Certain products are being removed from the tariff list based on health, safety, national security and other factors and will not face additional tariffs of 10 percent,” the USTR office said in its 13 August announcement. “Further, as part of USTR’s public comment and hearing process, it was determined that the tariff should be delayed to 15 December for certain articles. Products in this group include, for example, cell phones, laptop computers, video game consoles, certain toys, computer monitors, and certain items of footwear and clothing.”

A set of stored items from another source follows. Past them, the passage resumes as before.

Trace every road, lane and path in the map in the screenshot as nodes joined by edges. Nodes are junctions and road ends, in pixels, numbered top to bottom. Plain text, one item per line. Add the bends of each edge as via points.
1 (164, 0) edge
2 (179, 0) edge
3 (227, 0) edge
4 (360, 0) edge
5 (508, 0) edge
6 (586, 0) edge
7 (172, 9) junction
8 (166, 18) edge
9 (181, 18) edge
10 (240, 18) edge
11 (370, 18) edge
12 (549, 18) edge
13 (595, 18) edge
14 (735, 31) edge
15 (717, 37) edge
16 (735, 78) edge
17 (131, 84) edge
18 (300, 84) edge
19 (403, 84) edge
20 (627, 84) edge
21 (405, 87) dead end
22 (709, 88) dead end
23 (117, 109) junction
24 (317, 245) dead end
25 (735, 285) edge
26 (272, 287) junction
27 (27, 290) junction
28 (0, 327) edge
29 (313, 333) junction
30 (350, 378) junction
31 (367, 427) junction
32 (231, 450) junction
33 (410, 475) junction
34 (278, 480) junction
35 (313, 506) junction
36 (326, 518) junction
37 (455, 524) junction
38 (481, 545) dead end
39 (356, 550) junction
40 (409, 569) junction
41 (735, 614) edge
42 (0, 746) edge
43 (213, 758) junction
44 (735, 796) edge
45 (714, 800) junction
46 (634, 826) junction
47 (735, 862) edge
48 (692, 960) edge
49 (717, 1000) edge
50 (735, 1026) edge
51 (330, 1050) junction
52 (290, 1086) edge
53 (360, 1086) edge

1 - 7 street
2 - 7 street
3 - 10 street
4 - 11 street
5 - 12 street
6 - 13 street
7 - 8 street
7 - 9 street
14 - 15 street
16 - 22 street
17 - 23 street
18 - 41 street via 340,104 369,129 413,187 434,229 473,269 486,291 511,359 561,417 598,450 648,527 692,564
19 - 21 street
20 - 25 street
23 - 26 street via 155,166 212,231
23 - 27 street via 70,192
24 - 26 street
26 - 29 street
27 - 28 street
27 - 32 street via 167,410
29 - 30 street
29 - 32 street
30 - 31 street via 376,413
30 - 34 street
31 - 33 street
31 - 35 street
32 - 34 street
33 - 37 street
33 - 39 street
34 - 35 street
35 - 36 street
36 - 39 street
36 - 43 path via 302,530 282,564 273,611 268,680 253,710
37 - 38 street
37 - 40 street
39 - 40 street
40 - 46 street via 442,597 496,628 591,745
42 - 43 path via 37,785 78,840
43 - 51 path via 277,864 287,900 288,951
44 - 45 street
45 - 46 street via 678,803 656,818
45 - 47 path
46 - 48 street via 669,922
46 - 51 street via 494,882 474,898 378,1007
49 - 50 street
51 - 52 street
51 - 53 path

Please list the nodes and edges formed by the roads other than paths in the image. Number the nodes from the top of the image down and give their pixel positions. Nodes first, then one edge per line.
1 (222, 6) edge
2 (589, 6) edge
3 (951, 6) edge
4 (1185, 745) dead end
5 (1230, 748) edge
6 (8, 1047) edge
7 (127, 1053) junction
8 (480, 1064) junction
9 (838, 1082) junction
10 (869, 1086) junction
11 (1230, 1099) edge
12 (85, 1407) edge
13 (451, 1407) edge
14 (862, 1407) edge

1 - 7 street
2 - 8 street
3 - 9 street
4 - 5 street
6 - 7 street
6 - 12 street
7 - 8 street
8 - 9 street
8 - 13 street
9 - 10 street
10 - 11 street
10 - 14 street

The new round of tariffs in the escalating trade war between the U.S. and China will still go into effect 1 September, as planned, with the USTR publishing a revised, 121-page list of items being added to the nearly USD 200 billion (EUR 170 billion) worth of Chinese goods already subject to tariffs ranging from 10 percent to 25 percent. A litany of seafood items, including many categories of shrimp, tilapia, salmon, pollock, tuna, flatfish, crab, scallops, squid, and fishmeal, were slapped with 10 percent tariffs in July 2018.

Gavin Gibbons, a spokesman for the U.S. seafood sector’s trade association, the National Fisheries Institute, said at the time his organization was not aware of how the USTR arrived at its decision for what seafood items were included or excluded from the list of items subject to tariffs. 

“We have not been given any indication as to why some made it and some did not,” he told Quartz.

U.S. politicians from Maine to Alaska have pushed for seafood products from their state or region to be excluded from the tariffs, with mixed success

The trade war cost U.S. seafood exporters an estimated USD 331 million (EUR 296.1 million) in 2018, the result of a 36 percent drop in the United States’ seafood sales.